Question 1 Discrete Distribution-8 marks

There are two routes that John goes to work (Route A and Route B). Route A has a shorter distance to work, but occasionally John has to stop at the railway crossing. Route B is farther away from work, but there is no railway crossing to navigate around. Eighty (80) percent of the time, John would take Route A to work, and he would take Route B to work 20% of the time. But when taking Route A, 40% of the time a train will cross at the railway crossing and it takes him 20 minutes to get to work. While taking Route A to work, 60% of the time, there will not be any train passing by, hence he only takes 10 minutes to work. If he takes Route B, it takes him 18 minutes to work.

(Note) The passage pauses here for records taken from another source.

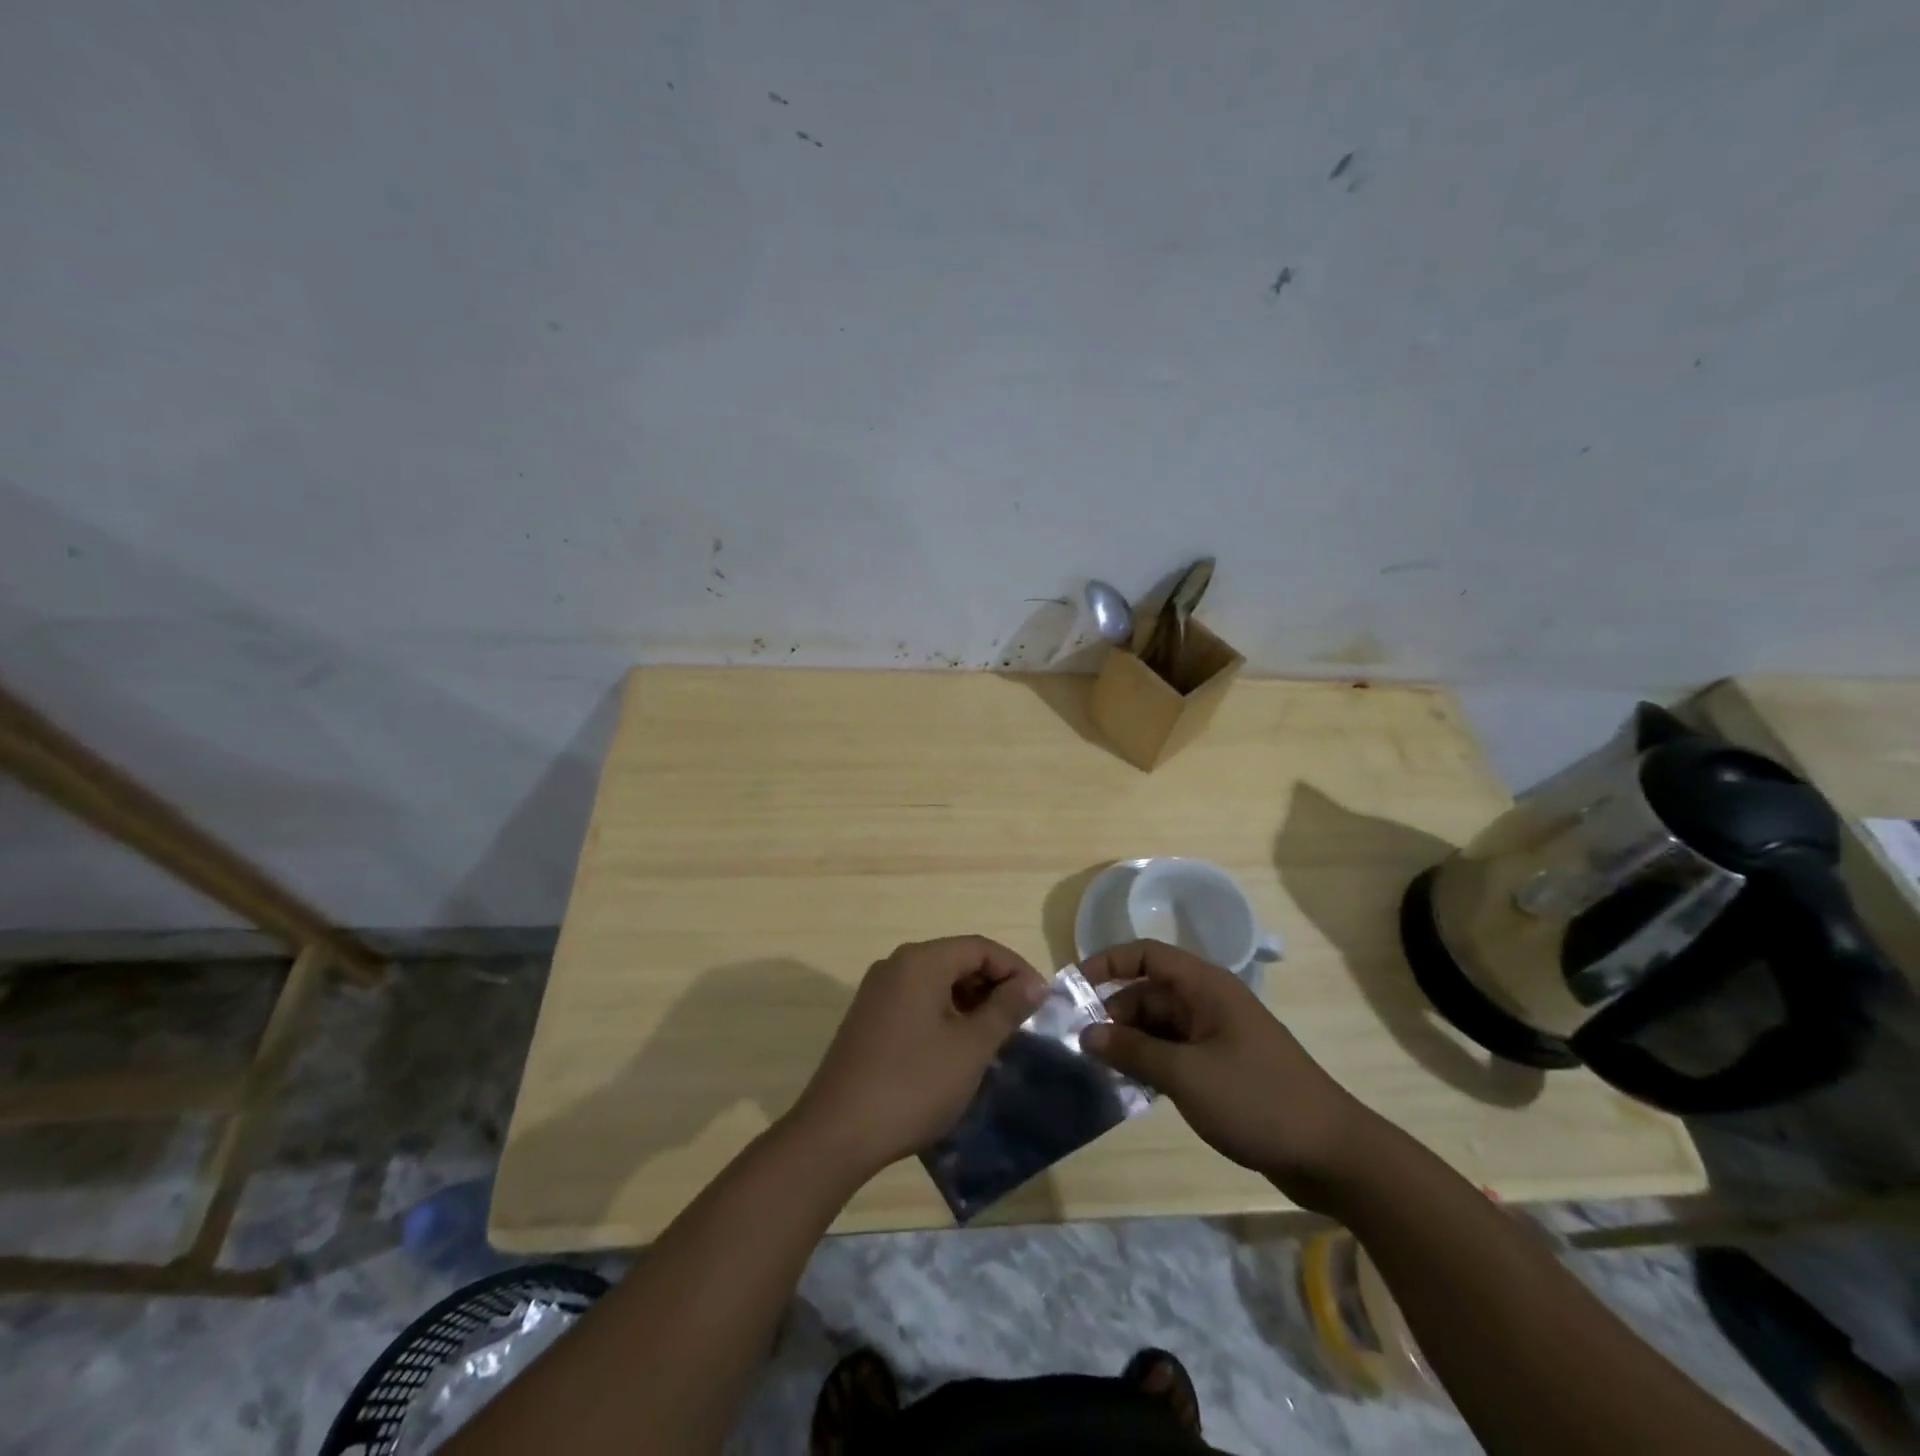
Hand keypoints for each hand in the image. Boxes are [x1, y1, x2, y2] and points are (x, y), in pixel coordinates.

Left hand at [789, 937, 1047, 1176]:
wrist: (837, 1132)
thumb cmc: (913, 1084)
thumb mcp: (970, 1047)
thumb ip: (1006, 1009)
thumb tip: (1034, 984)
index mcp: (920, 961)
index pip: (980, 947)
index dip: (1016, 969)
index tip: (1041, 1001)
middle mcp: (896, 965)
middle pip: (956, 960)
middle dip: (993, 985)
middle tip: (1021, 1021)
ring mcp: (877, 991)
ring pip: (936, 982)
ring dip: (970, 1002)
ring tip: (994, 1038)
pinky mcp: (868, 1018)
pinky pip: (917, 1001)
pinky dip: (945, 1014)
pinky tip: (958, 1048)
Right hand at [1079, 941, 1381, 1210]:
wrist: (1332, 1154)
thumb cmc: (1257, 1100)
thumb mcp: (1185, 1075)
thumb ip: (1132, 1051)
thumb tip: (1086, 1034)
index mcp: (1205, 986)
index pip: (1145, 954)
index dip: (1107, 963)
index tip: (1073, 988)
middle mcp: (1209, 1002)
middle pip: (1149, 992)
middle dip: (1113, 1013)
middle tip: (1078, 1044)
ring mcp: (1217, 1035)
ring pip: (1160, 1025)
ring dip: (1130, 1042)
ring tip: (1097, 1068)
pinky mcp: (1223, 1066)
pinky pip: (1175, 1052)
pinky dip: (1151, 1062)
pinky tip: (1130, 1087)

a) Define X as the time (in minutes) it takes for John to get to work. Construct a probability distribution table of X. [3 marks]

Route. A (with stop) A (without stop) B

Time (minute) 20 10 18

Probability. 0.32. 0.48 0.20

b) Calculate the expected value of X and provide an interpretation of its value. [1+2 mark]

E(X) = 20*0.32 + 10*0.48 + 18*0.2 = 6.4 + 4.8 + 3.6 = 14.8

When the experiment of "recording the time when taking one of the three routes to work" is repeated infinite number of times, the average amount of time John takes to work is 14.8 minutes.

Please explain how this 0.32, 0.48 and 0.20 was found out?